À quoi ressemblera le nouveau poste de Rachida Dati au ministère de la Justice
L’ancienne garde des Sceaux et actuelle maire du 7ème arrondissement de Paris Rachida Dati réintégrera bientôt la magistrature, à sa demande. L’annonce a fait des remous et suscité de multiples questionnements. Quelle position va occuper l’ancienne ministre de la Culture ?
Une source judiciaire a indiqué à l’AFP, ce samedi 5 septembre, a indiqué que Rachida Dati n’exercera pas en juridiction, c’est-à-dire dans un tribunal ou une cour. Elle a obtenu le poste de « premier substitut à l’administration centrale de la justice », au sein du ministère, et sera officiellement réintégrée après l’avis du Conseil supérieur de la magistrature (CSM).
Rachida Dati sera plus précisément chargée de mission à la Délégation des affaires européennes et internationales (DAEI) du Secrétariat général du ministère de la Justice, a précisé une source judiciaire.

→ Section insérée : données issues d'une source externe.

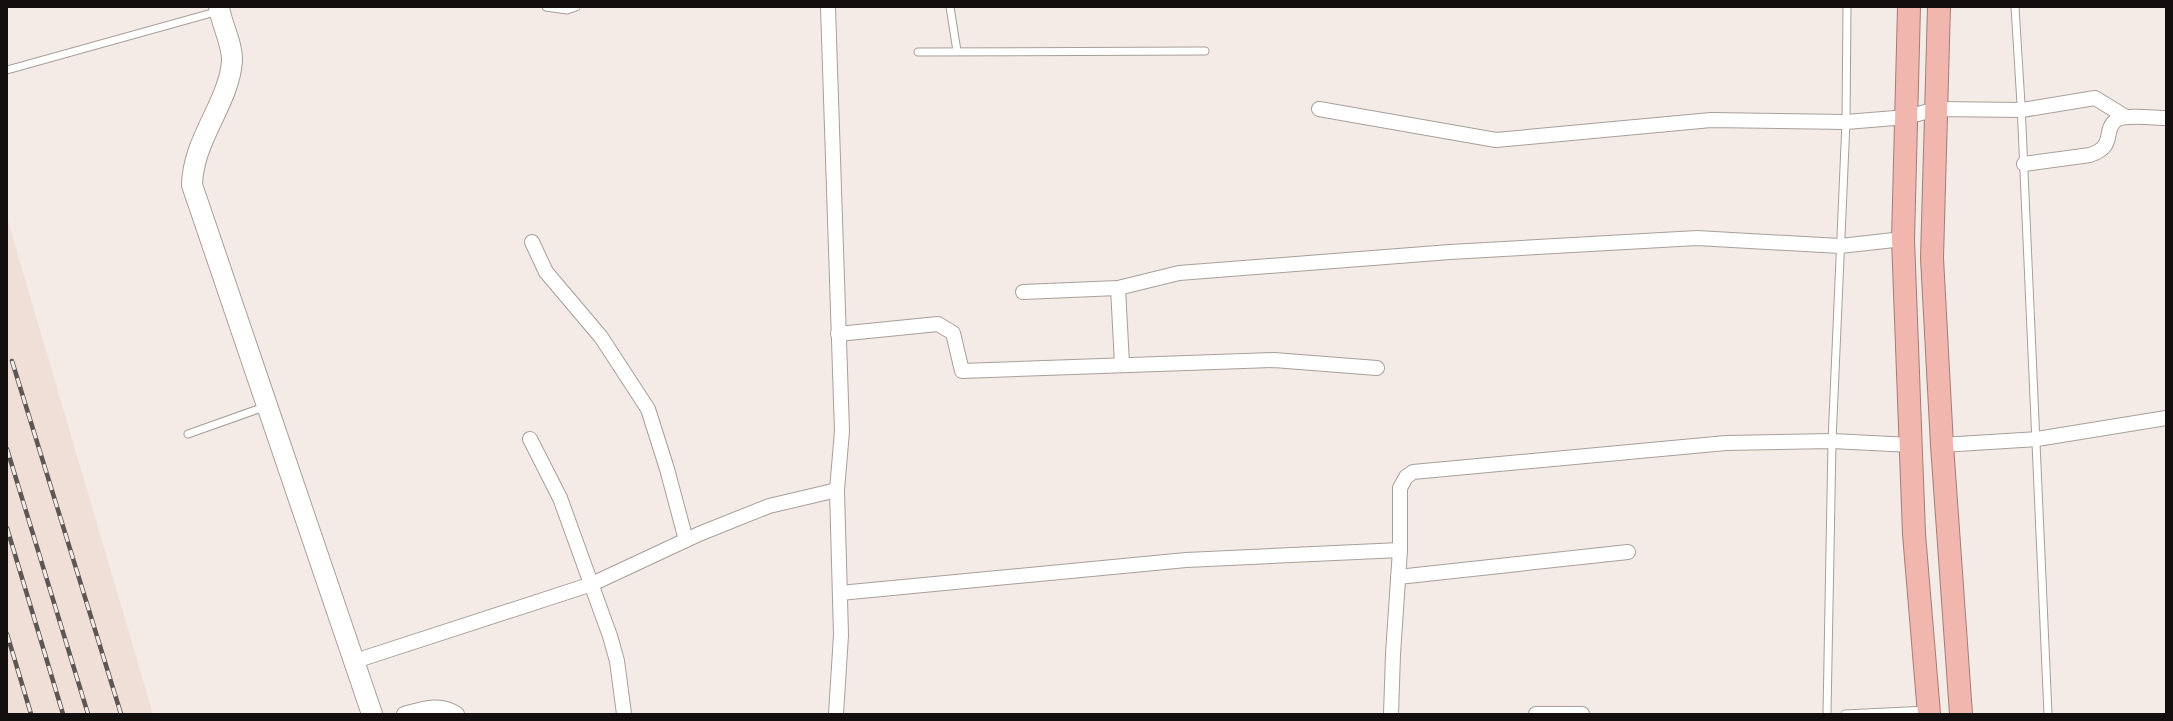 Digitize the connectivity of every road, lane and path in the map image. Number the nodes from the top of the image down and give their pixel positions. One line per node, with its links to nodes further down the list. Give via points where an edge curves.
1 (546, 7): 2 (lane, via 567,10)
2 (576, 7)
3 (828, 7): 27 (street)
4 (950, 7): 10 (lane)
5 (1847, 7): 20 (lane)
6 (1909, 7): 17 (highway)
7 (1939, 7): 15 (highway)
8 (2014, 7): 16 (lane)
9 (223, 8): 13 (lane); 30 (main road, via 232,58 230,75 196,156 192,185)
10 (957, 51): 11 (lane); 12 (lane)
11 (1205, 51)
12 (918, 52)
13 (7, 70)
14 (1319, 109): 20 (street, via 1496,140 1711,120)
15 (1936, 109): 16 (street); 17 (street); 37 (highway, via 1932,258)
16 (2022, 110): 18 (street, via 2095,98); 21 (lane)
17 (1907, 117): 20 (street); 22 (highway)
18 (2126, 117): 19 (street); 21 (street, via 2112,124 2108,142 2099,152)
19 (2166, 118)
20 (1846, 122): 24 (lane)
21 (2024, 164): 34 (lane)
22 (1903, 239): 24 (street); 36 (highway)
23 (532, 242): 39 (street, via 546,272 601,337 648,409 668,469)
24 (1840, 246): 25 (street, via 1697,238 1450,252 1179,273); 35 (lane)
25 (1118, 288): 26 (street); 28 (street)
26 (1023, 292)
27 (838, 334): 28 (street, via 938,324 953,333 962,371); 38 (street, via 842,431)
28 (1122, 364): 29 (street, via 1274,360)
29 (1377, 368)
30 (268, 406): 32 (lane); 45 (main road)
31 (2166, 418): 34 (street)
32 (188, 434)
33 (530, 439): 43 (street, via 560,498)
34 (2037, 439): 37 (street); 58 (lane)
35 (1832, 441): 36 (street); 40 (street, via 1726,443 1413,472 1406,477 1400,488); 55 (lane)
36 (1911, 445): 46 (highway, via 1914,534)
37 (1942, 445): 57 (highway)
38 (837, 490): 39 (street, via 769,506); 44 (street)
39 (686, 540): 43 (street)
40 (1400, 550): 42 (street); 44 (street, via 1186,560)
41 (1628, 552): 42 (street)
42 (1398, 577): 52 (street)
43 (592, 584): 45 (street); 50 (street, via 617,661)
44 (840, 593): 51 (street, via 841,635)
45 (355, 661): 47 (main road)
46 (1928, 712): 56 (lane)
47 (372, 714)
48 (404, 714): 49 (street, via 434,706 444,707)
49 (457, 714)
50 (624, 714)
51 (836, 714)
52 (1391, 714)
53 (1536, 714): 54 (street)
54 (1582, 714)
55 (1827, 714)
56 (1845, 714)
57 (1961, 714)
58 (2048, 714)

« Mme Dati a sollicité sa réintégration comme magistrate, comme elle en a le droit, et sera prochainement affectée dans le cadre de la procédure de transparence classique des magistrats », la procédure habituelle de nomination dans ce corps, « c’est-à-dire après l’avis du CSM que le garde des Sceaux suivra », avait indiqué vendredi la Chancellerie à l’AFP.
Devant le tribunal à la mi-septembre
Cette annonce de réintégration a suscité l’émoi au sein de l’Union syndicale des magistrats, principal syndicat du secteur, compte tenu du calendrier judiciaire de l’intéressée. Rachida Dati doit comparaître du 16 au 28 septembre devant le tribunal correctionnel de Paris, notamment pour corruption et trafic d’influence passifs.
Il lui est reproché un pacte de corruption présumé et d’avoir fait illégalement du lobbying au Parlement européen, où elle a siégé comme élue de 2009 à 2019, pour le compte de Renault et de son patron d’alors Carlos Ghosn, aujourd’hui en fuite au Liban et lui aussi renvoyé devant le tribunal.
Entre 2009 et 2013, Rachida Dati a reçu 900 000 euros au titre d’une convention de rémunération forfaitaire d’avocats. La prévenue soutient n’avoir fait qu’un travail d’avocate tout à fait légal. Elle encourt dix ans d’emprisonnement et une inéligibilité de cinq ans.